Greek Salad with Sardines
Sardines – a fish that you should be eating, but most likely are not. Sardines with skin and bones (which are edible) have over four times the calcium than in skinless, boneless sardines. If your grocery store has fresh sardines, try and use them in place of canned sardines. Just, lightly season them in salt-and-pepper-seasoned flour and sauté in a bit of olive oil.

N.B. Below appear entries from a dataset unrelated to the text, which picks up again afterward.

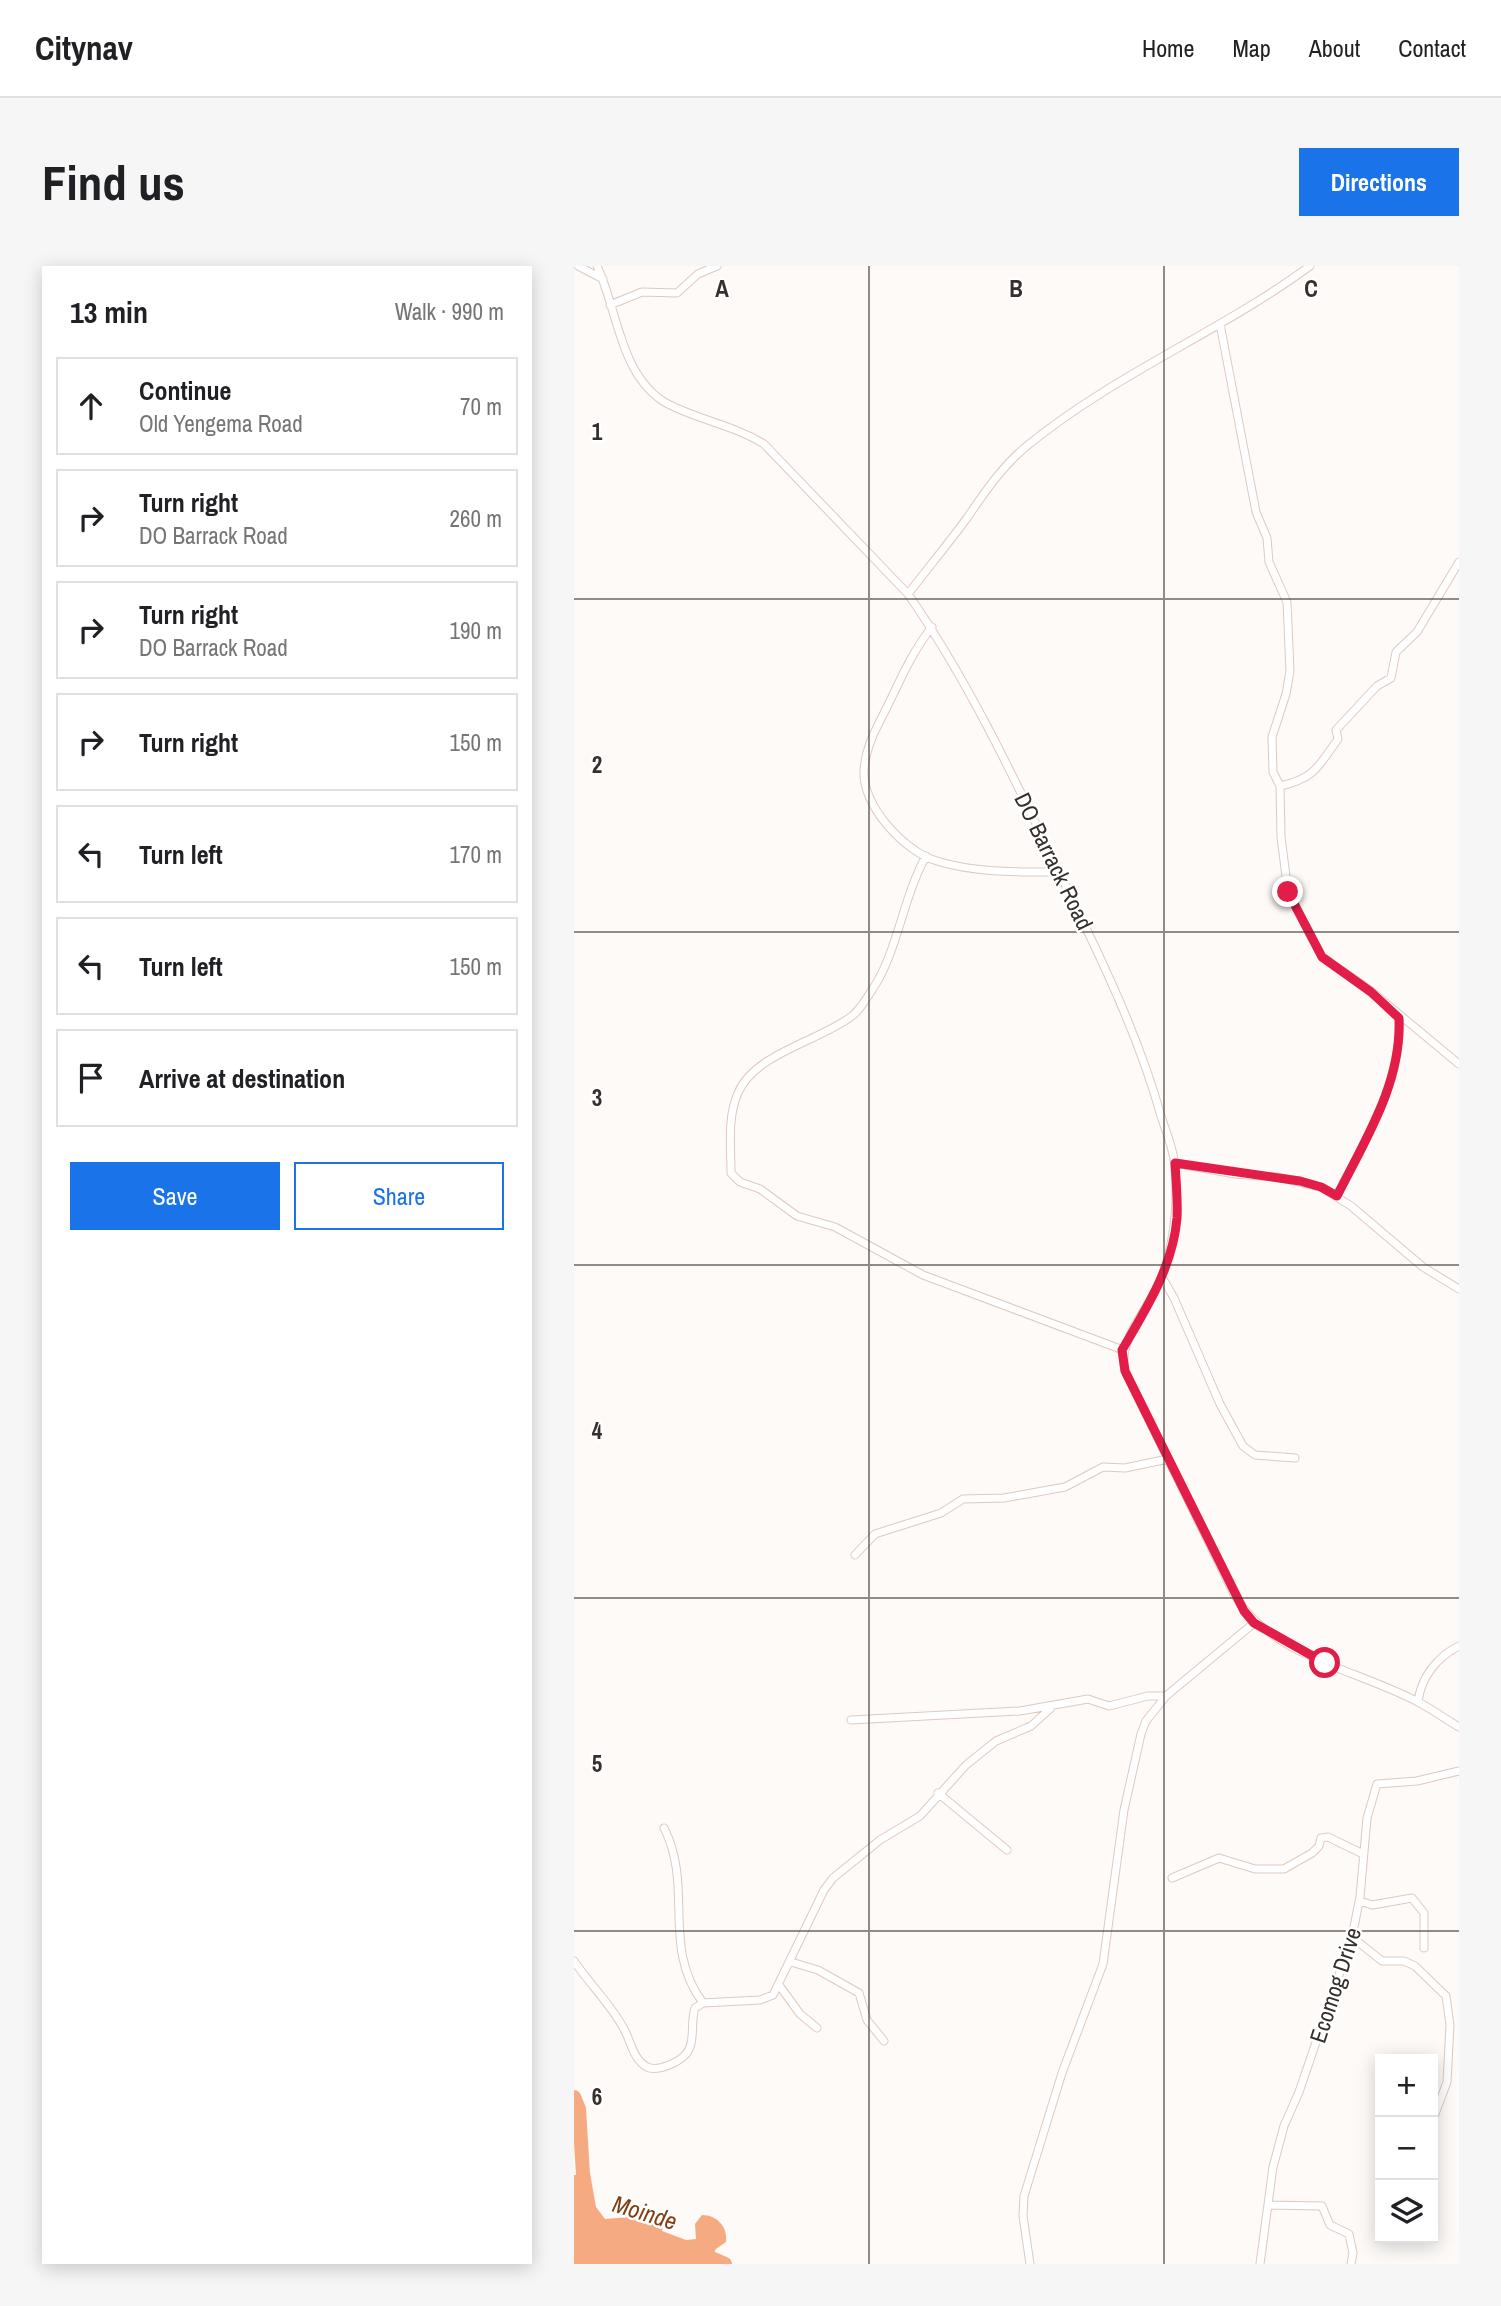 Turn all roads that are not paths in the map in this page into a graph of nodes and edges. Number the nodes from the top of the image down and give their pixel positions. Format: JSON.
{"nodes":[{"id":1,"x":578,"y":266,"type":"edge"},
{"id":2,"x":597,"y":266,"type":"edge"},
{"id":3,"x":717,"y":266,"type":"edge"},
{"id":4,"x":1310,"y":266,"type":"edge"},
{"id":5,"x":603,"y":279,"type":"junction"},
{"id":6,"x":610,"y":305,"type":"junction"},
{"id":7,"x":1220,"y":324,"type":"junction"},
{"id":8,"x":1459,"y":562,"type":"edge"},
{"id":9,"x":908,"y":594,"type":"junction"},
{"id":10,"x":932,"y":627,"type":"junction"},
{"id":11,"x":1280,"y":786,"type":"junction"},
{"id":12,"x":926,"y":856,"type":"junction"},
{"id":13,"x":1059,"y":872,"type":"junction"},
{"id":14,"x":1399,"y":1018,"type":"junction"},
{"id":15,"x":1459,"y":1064,"type":"edge"},
{"id":16,"x":1175,"y":1163,"type":"junction"},
{"id":17,"x":1337,"y":1196,"type":"junction"},
{"id":18,"x":1162,"y":1277,"type":"junction"},
{"id":19,"x":1459,"y":1289,"type":"edge"},
{"id":20,"x":1122,"y":1350,"type":"junction"},
{"id":21,"x":1295,"y":1458,"type":"dead end"},
{"id":22,"x":1168,"y":1459,"type":"junction"},
{"id":23,"x":855,"y":1555,"type":"dead end"},
{"id":24,"x":1254,"y":1623,"type":"junction"},
{"id":25,"x":1459,"y":1646,"type":"edge"},
{"id":26,"x":1166,"y":1696,"type":"junction"},
{"id":27,"x":1418,"y":1702,"type":"junction"},
{"id":28,"x":1051,"y":1708,"type":"junction"},
{"id":29,"x":851,"y":1720,"type":"dead end"},
{"id":30,"x":1459,"y":1727,"type":"edge"},
{"id":31,"x":1459,"y":1771,"type":"edge"},
{"id":32,"x":938,"y":1793,"type":"junction"},
{"id":33,"x":664,"y":1828,"type":"dead end"},
{"id":34,"x":1007,"y":1850,"type":"dead end"},
{"id":35,"x":1363,"y":1854,"type":"junction"},
{"id":36,"x":1172,"y":1878,"type":"dead end"},
{"id":37,"x":1360,"y":1901,"type":"junction"},
{"id":38,"x":1352,"y":1937,"type":"junction"},
{"id":39,"x":1424,"y":1948,"type":"dead end"},
{"id":40,"x":574,"y":1961,"type":"edge"},
{"id":41,"x":791,"y":1962,"type":"junction"},
{"id":42,"x":779,"y":1985,"type":"junction"},
{"id":43,"x":703,"y":2003,"type":"junction"},
{"id":44,"x":817,"y":2028,"type":"dead end"},
{"id":45,"x":884,"y":2041,"type":"dead end"},
{"id":46,"x":1438,"y":2106,"type":"edge"},
{"id":47,"x":1269,"y":2205,"type":"junction"},
{"id":48,"x":1030,"y":2264,"type":"edge"},
{"id":49,"x":1260,"y":2264,"type":"edge"},
{"id":50,"x":1351,"y":2264,"type":"edge"}],
"edges":[{"from":1,"to":5,"type":"street"},
{"from":2,"to":5,"type":"street","name":"DO Barrack Road"},
{"from":3,"to":6,"type":"street"},
{"from":4,"to":7,"type":"street"},
{"from":5,"to":6,"type":"street","name":"DO Barrack Road"},
{"from":6,"to":9,"type":"street","name":"DO Barrack Road"},
{"from":7,"to":9,"type":"street"},
{"from":7,"to":11,"type":"street"},
{"from":8,"to":11,"type":"street"},
{"from":9,"to":10,"type":"street","name":"DO Barrack Road"},
{"from":10,"to":12,"type":"street"},
{"from":10,"to":13,"type":"street","name":"DO Barrack Road"},
{"from":11,"to":14,"type":"street"},
{"from":12,"to":13,"type":"street"},
{"from":12,"to":20,"type":"street"},
{"from":13,"to":16,"type":"street","name":"DO Barrack Road"},
{"from":14,"to":15,"type":"street"},
{"from":14,"to":17,"type":"street"},
{"from":16,"to":17,"type":"street"},
{"from":16,"to":18,"type":"street","name":"DO Barrack Road"},
{"from":17,"to":19,"type":"street"},
{"from":18,"to":20,"type":"street","name":"DO Barrack Road"},
{"from":18,"to":21,"type":"street"},
{"from":20,"to":22,"type":"street"},
{"from":22,"to":23,"type":"street"},
{"from":22,"to":24,"type":"street"},
{"from":24,"to":26,"type":"street"},
{"from":24,"to":27,"type":"street"},
{"from":25,"to":27,"type":"street"},
{"from":26,"to":28,"type":"street"},
{"from":26,"to":48,"type":"street"},
{"from":27,"to":30,"type":"street"},
{"from":28,"to":29,"type":"street"},
{"from":28,"to":32,"type":"street"},
{"from":31,"to":35,"type":"street","name":"Ecomog Drive"},
{"from":32,"to":34,"type":"street"},
{"from":32,"to":41,"type":"street"},
{"from":33,"to":43,"type":"street"},
{"from":35,"to":36,"type":"street"},
{"from":35,"to":37,"type":"street","name":"Ecomog Drive"},
{"from":37,"to":38,"type":"street","name":"Ecomog Drive"},
{"from":37,"to":39,"type":"street"},
{"from":38,"to":46,"type":"street"},
{"from":38,"to":47,"type":"street","name":"Ecomog Drive"},
{"from":40,"to":43,"type":"street"},
{"from":41,"to":42,"type":"street"},
{"from":41,"to":45,"type":"street"},
{"from":42,"to":43,"type":"street"},
{"from":42,"to":44,"type":"street"},
{"from":47,"to":49,"type":"street","name":"Ecomog Drive"},
{"from":47,"to":50,"type":"street"}]}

This week, try our Greek Salad with Sardines recipe!
- 3 tbsp lemon juice
- 2 tbsp extra vigin olive oil
- 1 clove garlic minced
- 2 tsp dried oregano
- 1/2 tsp ground black pepper
- 3 medium tomatoes cut into large chunks
- 1 large english cucumber cut into large chunks
- 1 15oz can chickpeas rinsed
- 1/3 cup crumbled feta cheese
- 1/4 cup thinly sliced red onion
- 2 tbsp sliced Kalamata olives
- 2 4oz cans sardines with bones packed in olive oil or water, drained
- Whisk lemon juice, oil, garlic, oregano and pepper in a large bowl until well combined.
- Add tomatoes, cucumber, chickpeas, feta, onion and olives; gently toss to combine.
- Divide the salad among 4 plates and top with sardines.